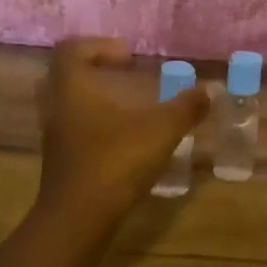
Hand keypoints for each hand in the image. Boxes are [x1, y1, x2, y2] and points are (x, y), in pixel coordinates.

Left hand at [36, 38, 208, 224]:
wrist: (78, 220)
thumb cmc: (116, 161)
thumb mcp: (160, 130)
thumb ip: (186, 107)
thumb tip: (210, 90)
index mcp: (73, 88)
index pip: (70, 50)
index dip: (98, 46)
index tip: (128, 57)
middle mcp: (57, 109)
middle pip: (64, 76)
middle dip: (94, 71)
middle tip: (123, 76)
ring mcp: (55, 139)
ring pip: (68, 107)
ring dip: (95, 101)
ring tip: (128, 109)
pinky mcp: (61, 164)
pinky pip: (74, 133)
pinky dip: (95, 128)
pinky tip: (124, 142)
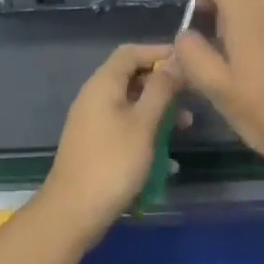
------------------------------------------------
Some lines above may contain the string "pinky". State how many of them the records have, and nothing more.

4